Mogus et al. (2011a) schématisent 4 types de structures organisationnelles, selon une perspective évolutive. Selon eux, les organisations commencent souvent par le premier modèle et devraient tendre vers le 4ème, qui est le plus collaboratif et donc le plus à même de satisfaire les exigences de la digitalisation, mais aussi celui comporte le plus de défis.
Ce modèle de structure constitue une sorte de phase « pré-digitale ». Il montre en effet comment internet s’est développé à ses débuts dans les entreprises. Les divers aspects digitaux apparaissent librement et de façon aléatoire dans les différentes unités de l’organisation. Des incohérences et inefficiences peuvent découler de cette structure.
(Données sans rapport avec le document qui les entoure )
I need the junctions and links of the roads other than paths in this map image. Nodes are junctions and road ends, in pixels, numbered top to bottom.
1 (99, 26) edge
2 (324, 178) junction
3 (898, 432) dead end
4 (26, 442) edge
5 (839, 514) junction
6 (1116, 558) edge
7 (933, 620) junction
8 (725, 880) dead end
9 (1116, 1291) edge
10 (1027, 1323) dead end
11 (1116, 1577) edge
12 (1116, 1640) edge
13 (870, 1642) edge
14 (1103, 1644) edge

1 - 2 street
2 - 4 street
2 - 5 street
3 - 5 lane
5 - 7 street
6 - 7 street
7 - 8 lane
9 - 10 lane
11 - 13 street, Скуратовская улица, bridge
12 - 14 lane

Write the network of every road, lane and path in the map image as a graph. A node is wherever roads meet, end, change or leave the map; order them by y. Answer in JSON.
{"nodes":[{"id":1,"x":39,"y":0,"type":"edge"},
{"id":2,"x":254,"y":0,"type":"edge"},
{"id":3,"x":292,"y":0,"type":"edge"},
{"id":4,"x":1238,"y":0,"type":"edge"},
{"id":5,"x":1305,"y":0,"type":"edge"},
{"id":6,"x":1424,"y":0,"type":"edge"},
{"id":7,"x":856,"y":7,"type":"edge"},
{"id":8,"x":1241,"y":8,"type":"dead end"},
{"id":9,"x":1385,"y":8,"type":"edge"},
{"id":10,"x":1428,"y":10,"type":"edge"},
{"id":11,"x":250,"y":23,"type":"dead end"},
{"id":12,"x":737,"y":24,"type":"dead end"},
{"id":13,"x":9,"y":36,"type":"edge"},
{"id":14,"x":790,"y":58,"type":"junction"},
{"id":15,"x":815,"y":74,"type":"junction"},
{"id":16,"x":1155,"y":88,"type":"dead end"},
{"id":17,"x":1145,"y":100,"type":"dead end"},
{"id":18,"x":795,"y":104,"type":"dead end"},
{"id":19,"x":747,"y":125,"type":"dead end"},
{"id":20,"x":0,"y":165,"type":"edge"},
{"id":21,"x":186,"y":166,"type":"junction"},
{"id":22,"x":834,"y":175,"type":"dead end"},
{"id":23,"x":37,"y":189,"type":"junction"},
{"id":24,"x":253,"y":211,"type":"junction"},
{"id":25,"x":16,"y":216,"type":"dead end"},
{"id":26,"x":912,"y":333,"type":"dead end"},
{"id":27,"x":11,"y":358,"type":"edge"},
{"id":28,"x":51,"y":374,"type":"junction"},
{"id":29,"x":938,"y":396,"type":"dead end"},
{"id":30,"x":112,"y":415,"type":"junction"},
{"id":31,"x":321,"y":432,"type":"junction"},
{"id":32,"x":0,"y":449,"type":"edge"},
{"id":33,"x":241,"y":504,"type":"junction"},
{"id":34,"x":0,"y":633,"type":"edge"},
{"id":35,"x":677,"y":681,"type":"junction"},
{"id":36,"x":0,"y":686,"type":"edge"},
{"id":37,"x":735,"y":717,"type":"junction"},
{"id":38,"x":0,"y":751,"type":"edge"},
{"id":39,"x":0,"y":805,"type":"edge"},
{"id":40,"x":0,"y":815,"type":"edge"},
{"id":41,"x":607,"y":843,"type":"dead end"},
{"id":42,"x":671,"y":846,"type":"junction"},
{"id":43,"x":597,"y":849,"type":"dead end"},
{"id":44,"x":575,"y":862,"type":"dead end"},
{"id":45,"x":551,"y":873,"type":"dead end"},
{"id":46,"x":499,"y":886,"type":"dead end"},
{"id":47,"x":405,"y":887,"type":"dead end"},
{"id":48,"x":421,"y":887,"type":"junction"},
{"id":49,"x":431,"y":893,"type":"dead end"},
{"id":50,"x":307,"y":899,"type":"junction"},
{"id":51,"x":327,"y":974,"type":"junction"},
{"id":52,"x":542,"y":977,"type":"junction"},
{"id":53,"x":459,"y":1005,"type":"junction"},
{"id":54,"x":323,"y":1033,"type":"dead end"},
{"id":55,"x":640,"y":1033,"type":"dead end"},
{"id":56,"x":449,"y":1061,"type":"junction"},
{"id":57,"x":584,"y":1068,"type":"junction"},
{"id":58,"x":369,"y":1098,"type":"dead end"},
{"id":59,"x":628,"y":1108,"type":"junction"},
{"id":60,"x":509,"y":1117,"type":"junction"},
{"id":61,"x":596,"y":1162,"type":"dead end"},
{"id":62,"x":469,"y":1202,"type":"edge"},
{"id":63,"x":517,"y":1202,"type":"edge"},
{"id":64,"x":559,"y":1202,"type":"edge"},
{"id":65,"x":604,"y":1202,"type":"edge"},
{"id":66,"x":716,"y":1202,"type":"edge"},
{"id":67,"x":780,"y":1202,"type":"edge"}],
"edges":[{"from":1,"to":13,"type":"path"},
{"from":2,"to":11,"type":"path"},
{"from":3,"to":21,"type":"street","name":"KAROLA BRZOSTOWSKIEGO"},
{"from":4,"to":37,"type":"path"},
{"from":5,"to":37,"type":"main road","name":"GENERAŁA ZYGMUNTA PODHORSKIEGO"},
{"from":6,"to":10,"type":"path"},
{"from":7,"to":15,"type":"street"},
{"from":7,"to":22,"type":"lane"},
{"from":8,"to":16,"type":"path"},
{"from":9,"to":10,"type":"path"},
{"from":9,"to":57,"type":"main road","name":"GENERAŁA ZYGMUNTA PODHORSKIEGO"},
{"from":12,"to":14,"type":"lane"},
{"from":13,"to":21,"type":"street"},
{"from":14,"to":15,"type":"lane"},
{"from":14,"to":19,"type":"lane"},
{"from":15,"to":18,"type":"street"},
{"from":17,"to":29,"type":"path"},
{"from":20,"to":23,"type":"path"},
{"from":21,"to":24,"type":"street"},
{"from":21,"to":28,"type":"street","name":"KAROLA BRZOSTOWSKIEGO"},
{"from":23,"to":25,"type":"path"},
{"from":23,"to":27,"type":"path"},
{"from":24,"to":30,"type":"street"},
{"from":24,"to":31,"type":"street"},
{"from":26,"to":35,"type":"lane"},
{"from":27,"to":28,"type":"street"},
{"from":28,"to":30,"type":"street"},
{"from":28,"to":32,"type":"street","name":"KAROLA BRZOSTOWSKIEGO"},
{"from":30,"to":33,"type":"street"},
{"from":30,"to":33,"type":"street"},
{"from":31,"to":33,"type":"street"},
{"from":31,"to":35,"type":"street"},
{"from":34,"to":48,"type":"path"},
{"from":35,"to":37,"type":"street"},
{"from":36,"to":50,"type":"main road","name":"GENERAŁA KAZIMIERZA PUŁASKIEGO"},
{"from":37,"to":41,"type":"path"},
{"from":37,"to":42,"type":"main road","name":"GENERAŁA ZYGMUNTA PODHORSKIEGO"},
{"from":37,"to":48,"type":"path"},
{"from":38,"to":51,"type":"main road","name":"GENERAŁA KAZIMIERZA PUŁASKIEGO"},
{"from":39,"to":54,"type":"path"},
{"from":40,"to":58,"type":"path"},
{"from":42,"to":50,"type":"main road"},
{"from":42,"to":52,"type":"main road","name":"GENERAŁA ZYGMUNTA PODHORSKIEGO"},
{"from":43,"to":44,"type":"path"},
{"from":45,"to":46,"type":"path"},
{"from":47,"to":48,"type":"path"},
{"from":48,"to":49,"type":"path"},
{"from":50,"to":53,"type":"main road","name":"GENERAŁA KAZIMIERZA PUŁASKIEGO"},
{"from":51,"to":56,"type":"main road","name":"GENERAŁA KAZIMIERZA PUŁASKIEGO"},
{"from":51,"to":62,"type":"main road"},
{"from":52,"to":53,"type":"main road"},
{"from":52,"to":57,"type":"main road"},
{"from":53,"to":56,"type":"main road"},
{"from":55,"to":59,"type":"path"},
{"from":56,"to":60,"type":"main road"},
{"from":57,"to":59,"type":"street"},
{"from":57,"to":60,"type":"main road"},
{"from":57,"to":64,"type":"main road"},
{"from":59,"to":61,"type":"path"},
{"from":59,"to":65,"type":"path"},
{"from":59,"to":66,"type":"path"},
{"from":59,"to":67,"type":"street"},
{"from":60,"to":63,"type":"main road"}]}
Selon Mogus et al. (2011a), le modèle centralisé est le plus courant. Il s’agit de mettre en place un silo, à la tête duquel se trouve un Chief Digital Officer et à partir duquel toutes les autres divisions sont servies. Les bénéfices mis en avant sont ceux de l’approche de convergence de Weill & Woerner (2013), notamment la cohérence et les synergies. Le principal problème de cette structure est qu’elle ne favorise pas l’innovation et l’émergence de nouvelles idées, car la collaboration et le dialogue avec le reste des unités sont réduits.
Dans ce modèle, la fonction digitale est répartie en plusieurs éléments dispersés dans chaque département. Une certaine inégalité s’instaure car certaines divisions peuvent être très performantes et d’autres beaucoup moins. Cela induit une culture de compétition, alors que c’est la collaboration qui est souhaitée. De plus, les ressources sont souvent répliquées et il n’y a pas de cohérence.
Le modèle hybride est, selon Mogus et al. (2011a), le plus susceptible d’intégrer la fonction digitale de manière optimale dans l’entreprise. Dans cette configuration, chaque département dispose d’une capacité à développer le digital pour répondre à ses besoins spécifiques, mais le tout est connecté et coordonné par une équipe digitale qui supervise l’ensemble des activités. Dans la pratique, il peut s'avérer difficile de le mettre en place car les silos, la compétition et les considérations politiques dans les organisations rendent cela très complexe.
Les différents modèles que nous avons parcourus précédemment semblent mettre en évidence certaines caractéristiques essentielles à l’organisation optimale de la fonction digitale dans l’entreprise. Ce sont notamment l’équilibre centralisation – décentralisation (ne pas aller dans les extrêmes), la capacité d’adaptation, la flexibilité, la collaboration, l’apprentissage continu et le développement de l’innovation.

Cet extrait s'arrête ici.